> _Work instructions_:
Retype the data that follows exactly. No pictures belong in the copy.

> _Data to examine_:

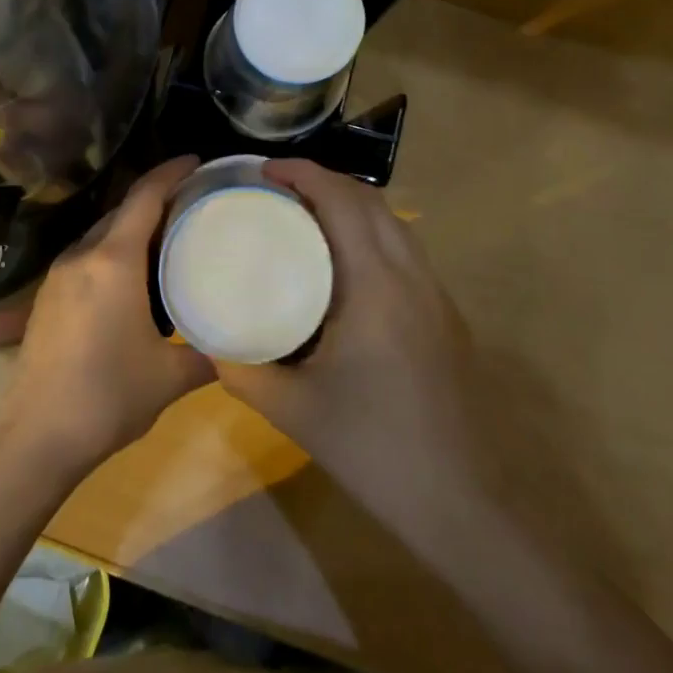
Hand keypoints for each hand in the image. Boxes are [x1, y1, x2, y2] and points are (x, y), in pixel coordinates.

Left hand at [0, 155, 211, 476]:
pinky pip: (88, 256)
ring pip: (103, 233)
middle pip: (123, 210)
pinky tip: (134, 275)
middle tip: (194, 202)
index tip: (196, 161)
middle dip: (157, 199)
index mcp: (113, 261)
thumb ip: (207, 355)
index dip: (170, 172)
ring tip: (169, 236)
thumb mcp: (170, 376)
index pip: (144, 197)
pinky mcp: (48, 296)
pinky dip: (115, 250)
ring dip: (133, 226)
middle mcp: (82, 255)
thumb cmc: (108, 397)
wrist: (35, 437)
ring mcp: (59, 275)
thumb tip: (232, 348)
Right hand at [213, 159, 489, 520]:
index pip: (342, 201)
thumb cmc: (375, 449)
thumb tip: (208, 343)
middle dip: (325, 181)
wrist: (463, 502)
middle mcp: (411, 275)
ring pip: (393, 223)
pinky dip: (370, 233)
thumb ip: (244, 371)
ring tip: (305, 217)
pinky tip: (343, 266)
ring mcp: (435, 294)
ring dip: (351, 205)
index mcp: (375, 284)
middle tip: (277, 190)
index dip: (304, 173)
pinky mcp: (445, 316)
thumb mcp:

> _Response area_:
Hand keypoints for each hand in the image. Boxes are [x1, y1, x2, y2] and points are (x, y), in pixel coordinates.

Left hand at [0, 155, 211, 476]:
pinky pip: (88, 256)
ring pip: (103, 233)
middle pip: (123, 210)
pinky tip: (134, 275)
middle tip: (194, 202)
index tip: (196, 161)
middle dip: (157, 199)
index mcp: (113, 261)
thumb ip: (207, 355)
index dip: (170, 172)
ring tip: (169, 236)
thumb mcp: (170, 376)
index pip: (144, 197)
pinky mcp: (48, 296)
pinky dip: (115, 250)
ring dip: (133, 226)
middle mcp: (82, 255)
thumb cmc: (108, 397)
wrist: (35, 437)
ring mcp: (59, 275)
thumb tip: (232, 348)
Right hand at [213, 159, 489, 520]:
index pip: (342, 201)
thumb cmc: (375, 449)
thumb tip: (208, 343)
middle dip: (325, 181)
wrist: (463, 502)
middle mcp: (411, 275)
ring pip: (393, 223)
pinky dip: (370, 233)
thumb ip: (244, 371)
ring tip: (305, 217)
pinky tip: (343, 266)
ring mcp: (435, 294)
ring dip: (351, 205)
index mcp: (375, 284)
middle tip: (277, 190)
index dip: (304, 173)
pinky mcp: (445, 316)
thumb mcp:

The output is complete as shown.